BITTER WINTER

The Religious Liberty Crisis in Japan and the Anti-Cult Movement: The Vienna Videos

by | Oct 15, 2024 | Testimonies Global

FOREF (Forum for Religious Freedom Europe) organized on October 4 an Info Evening on the Japanese witch hunt following the Abe assassination. Here are the videos.

by Alessandro Amicarelli

Massimo Introvigne speaking at the Info Evening. Photo by Peter Zoehrer.
Massimo Introvigne speaking at the Info Evening. Photo by Peter Zoehrer.

On July 8, 2022, former Prime Minister Shinzo Abe (1954–2022) was assassinated in Nara, Japan. The assassin, Tetsuya Yamagami, claimed he wanted to punish him for his cooperation with organizations connected with the Unification Church (now called the Family Federation for World Peace and Unification). Yamagami said he hated the Unification Church because his mother, a member, went bankrupt in 2002, allegedly because of excessive donations to the religious movement. He confessed he had also planned to assassinate Dr. Hak Ja Han Moon, the leader of the Family Federation.

Anti-cultists and the media managed to persuade the Japanese public opinion, and the government itself, that the Unification Church was responsible for the crime. An unprecedented campaign against “cults” followed, with the enactment of new anti-cult laws and regulations and a governmental lawsuit seeking the dissolution of the Family Federation as a religious corporation.

FOREF, the Forum for Religious Freedom Europe, organized on October 4 in its center in Vienna an Info Evening on the theme “Japan: The Ongoing Fight for Religious Freedom.” Guests in a fully packed conference room included representatives of most religions present in the Austrian capital, journalists, human rights activists, and scholars, some of them from other parts of Austria and nearby countries.

Peter Zoehrer, a well-known Austrian journalist, and the Executive Director of FOREF introduced the event and presented the activities of FOREF in Europe and Africa, where a new sister organization has recently been established. He then presented the two speakers, Massimo Introvigne, an Italian sociologist and the Managing Director of CESNUR, the Center for Studies on New Religions, who also serves as editor-in-chief of “Bitter Winter,” and Rosita Šorytė, a former Lithuanian diplomat and a member of the scientific committee of the European Federation for Freedom of Belief (FOB).

Peter Zoehrer’s introduction and Massimo Introvigne’s presentation.

Introvigne offered what some in the audience in the Q&A period that followed the presentations hailed as the best summary of Japan’s religious liberty crisis offered so far. He denounced the twisted argument according to which, if Yamagami’s mother had not become a member of, and donated significantly to the Church, the assassin would not have had a grudge against the religious group and its supporters, including Abe, and would not have killed the former Prime Minister. Obviously, the argument does not make sense, Introvigne said. He compared it to the defense often used by lawyers representing rapists that, if the girl had not showed herself as beautiful and sexy, she would not have been raped.
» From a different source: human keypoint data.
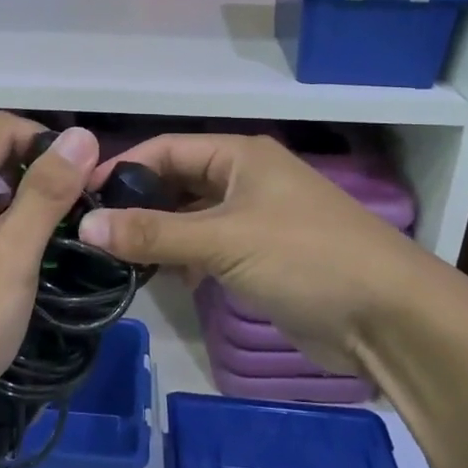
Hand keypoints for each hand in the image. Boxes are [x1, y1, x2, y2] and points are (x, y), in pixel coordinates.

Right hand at [77, 134, 432, 377]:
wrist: (388, 318)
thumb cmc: (305, 258)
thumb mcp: (223, 240)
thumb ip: (153, 233)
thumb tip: (85, 225)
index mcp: (240, 157)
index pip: (166, 149)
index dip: (122, 166)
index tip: (79, 195)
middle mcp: (244, 181)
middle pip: (176, 183)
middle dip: (137, 205)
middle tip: (90, 232)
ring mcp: (254, 221)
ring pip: (189, 220)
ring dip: (158, 237)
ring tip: (113, 258)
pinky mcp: (260, 259)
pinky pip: (208, 250)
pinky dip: (183, 261)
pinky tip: (160, 280)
Acting against the Unification Church and seeking its legal dissolution, as the Japanese government is doing, also means that in Japan crime pays, Introvigne added. Through the government Yamagami is now achieving precisely what he wanted, i.e., destroying the Unification Church.

Šorytė offered a broader perspective on the international anti-cult movement. She noted that aggressive opposition to groups stigmatized as “cults” has (re-)emerged in recent years as a significant social force in countries as diverse as Russia and Japan. Her presentation examined six national situations—United States, China, Russia, France, Japan, and Argentina—and the different interests inspiring the local anti-cult campaigns.

Šorytė presenting her paper at the FOREF Info Evening.
Šorytė presenting her paper at the FOREF Info Evening.

In her second part, Šorytė argued that, while remaining different, anti-cult campaigns also have common elements and are supported by the lobbying efforts of diverse social actors such as the umbrella anti-cult federation FECRIS, the research consortium Invictus, the international diplomatic action of France, Russia, and China, Communist parties, international TV networks that have allied themselves with the anti-cult movements (primarily Netflix), anti-trafficking agencies interested in expanding their activity to “cults,” and private individual and corporate donors. While there is not a single “hidden hand” coordinating the anti-cult activities throughout the world, the role of these coordinating agencies should not be under-estimated and is largely behind what is happening in Japan, Šorytė concluded.

The full video of Šorytė’s lecture.

The success of the initiative, and of a plenary session on October 5 on the same subject with Zoehrer, Introvigne, and Šorytė at the 2024 Central European Symposium for the Academic Study of Religion (CESAR) at Vienna’s Central European University familiarized scholars, reporters, activists, and religionists from several countries with the seriousness of the religious liberty crisis in Japan and its background. More advocacy may (and perhaps should) follow.